She turned six this week.
I tell myself I’m not going to cry when we sing ‘Happy Birthday’ and then I absolutely do every time. It’s obviously a happy occasion, I just get overwhelmed when I think about the day she was born. Don’t worry, I didn’t get any tears on the cake.
I learnt a lot that day. About love and fear and what it feels like when the epidural wears off after a c-section. (Like someone has set your stomach on fire, FYI). And I’ve been learning ever since. Not all of the lessons have been as painful, but they will stay with me as long as the scar.
I’ve written before about the things I’ve learnt about motherhood. Now I want to write down some of the things I’ve learnt from my daughter. Because though she probably doesn’t realise it, I learn lessons from her everyday. Here are four of them.
Perseverance pays off (if I don’t get in the way)
A few months ago, our daughter decided she wanted to do a cartwheel. I have nothing to offer in this arena except tales of childhood embarrassment, so I couldn’t give her any support beyond words.
But she was determined. Every night, she’d throw herself about on the landing, never letting a near miss with a door frame put her off. As time passed, she started looking more and more like a star rolling across the carpet.
And now she’s nailed it. Through sheer determination she’s become a little cartwheeler. She can do it because she decided she wanted to, and she worked hard to get there.
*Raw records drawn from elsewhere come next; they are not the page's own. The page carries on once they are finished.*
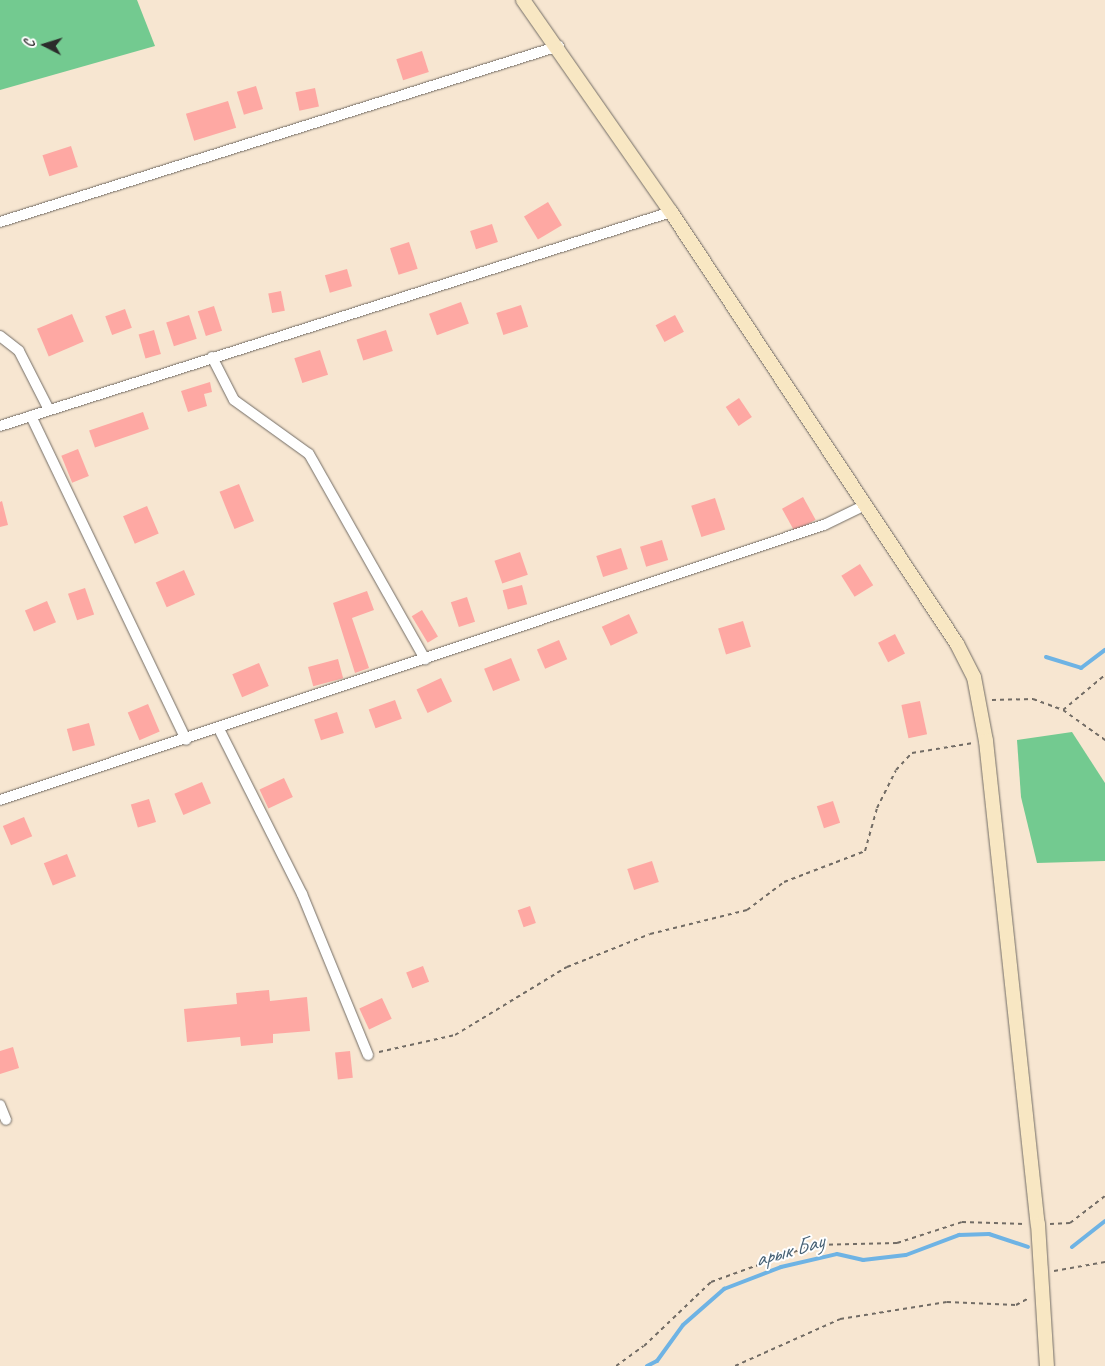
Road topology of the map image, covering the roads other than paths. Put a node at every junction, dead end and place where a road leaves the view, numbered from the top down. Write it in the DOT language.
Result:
graph roads {
  1 [pos="523,0"];
  2 [pos="559,46"];
  3 [pos="671,212"];
  4 [pos="0,222"];
  5 [pos="0,336"];
  6 [pos="212,357"];
  7 [pos="49,410"];
  8 [pos="32,416"];
  9 [pos="0,426"];
  10 [pos="865,504"];
  11 [pos="425,660"];
  12 [pos="219,729"];
  13 [pos="186,740"];
  14 [pos="0,800"];
  15 [pos="368,1055"];
  16 [pos="0,1105"];
  17 [pos="6,1120"];
  18 [pos="1047,1366"];
  1 -- 2 [label="main road"];
  2 -- 3 [label="main road"];
  2 -- 4 [label="street"];
  3 -- 6 [label="street"];
  3 -- 10 [label="main road"];
  5 -- 7 [label="street"];
  6 -- 7 [label="street"];
  6 -- 11 [label="street"];
  7 -- 8 [label="street"];
  8 -- 9 [label="street"];
  8 -- 13 [label="street"];
  10 -- 11 [label="street"];
  10 -- 18 [label="main road"];
  11 -- 12 [label="street"];
  12 -- 13 [label="street"];
  12 -- 15 [label="street"];
  13 -- 14 [label="street"];
  16 -- 17 [label="street"];
}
I love her for being such a lovely little case study for why you should never give up. She also taught me a valuable lesson about just letting her give things a go.
Because when she first mentioned it, one of my least favourable parenting instincts kicked in. I started assuring her that it didn’t matter if she couldn’t do it. She’d barely tried and my brain had already leapt to a negative outcome and started trying to protect us all from it. But what was I saying? That I didn’t want her to be sad that she couldn’t do it, so she should stop trying? This is not who I want to be – and it’s the opposite of what she needs.
I got two lessons in one there. 1. Keep trying and you will succeed in the end (even if you do fall face first into the carpet along the way). And 2. When she wants to try something new, be supportive and move out of the way. (And clear the landing of breakable items).
If you get the chance to have a good time, have a good time
One of my favourite sights is my daughter’s face at a birthday party when an entertainer is doing their thing. They’ll pretend they can’t find the birthday boy or girl, or that they think they’re turning 56 instead of six, and she will laugh her head off. She is 100% in the moment. I am blown away by her commitment to having the best time possible.
When I go to a party, I’ve spent so much time thinking up reasons to feel nervous about it that I’ve cut my ability to enjoy it in half before I’ve even arrived. I’ll find myself looking forward to it being over so that, best case scenario, I’ll have a nice memory to look back on. I think my daughter’s way might be better.
And it’s not just her approach to parties, but to getting the most out of a day. She has thrown my idea of what can be done with five minutes wide open. I’ll say there isn’t time to dance to Gangnam Style or to play Jenga before her bath and she will always prove me wrong. Unless we have a specific appointment or we will be late for school if we don’t leave RIGHT NOW, there is generally time for a touch more fun.
It’s hard being the one that’s in charge of the schedule – especially when you have two small children who have no idea what day or time it is. But it’s also handy to have them remind you to chill out when you can. I love her for teaching me this, and for being the reason our two year old son loves Korean pop so much.
Wear it today
If I buy my daughter a new top or a dress that she likes, she puts it on immediately. In 2020 she wore a gorgeous little bridesmaid’s dress to her auntie’s wedding, and then she spent weeks wearing it to the park, to nursery and wherever the hell she wanted because she loved it.
At first my instinct was to stop her – you can’t wear something that special to run around in the mud, can you? But then I thought – why not? Because she was going to grow out of it soon anyway, regardless of whether it got dirty.
Children don’t do saving stuff for best and I think they’ve got the right idea. Clothes were made for wearing. I look forward to throwing on some sequins for the supermarket shop because who says the cheese aisle isn’t worthy of a little sparkle.
Write more love letters
My daughter’s been learning to write for the last year or so and it’s been incredible to see her discover how to communicate on paper. She produces multiple notes, pictures and cards everyday, and what stands out to me is that they are packed with love.
She writes ‘I love you’ in pretty much every birthday card she sends to her friends.
She draws pictures of our family and surrounds us all with hearts.
She creates notes for her cousins to tell them she can’t wait for them to come and stay.
And she sits across from me in cafés, passes me secret folded messages, and beams when I scribble a reply.
She’s taught me that if you get the chance to express love on the page, you should take it, so here I am.
Our children come into this world to show us who we can be. We just have to try and find the time between endlessly hoovering the lounge, scraping food into the bin, and asking them to PLEASE STOP DRAWING ON THE SOFA to notice.
Perhaps one day she’ll get to read this blog and understand that she’s been the making of me. She’s taught me so much and we’re only six years in. I can’t wait to see what else she has in store.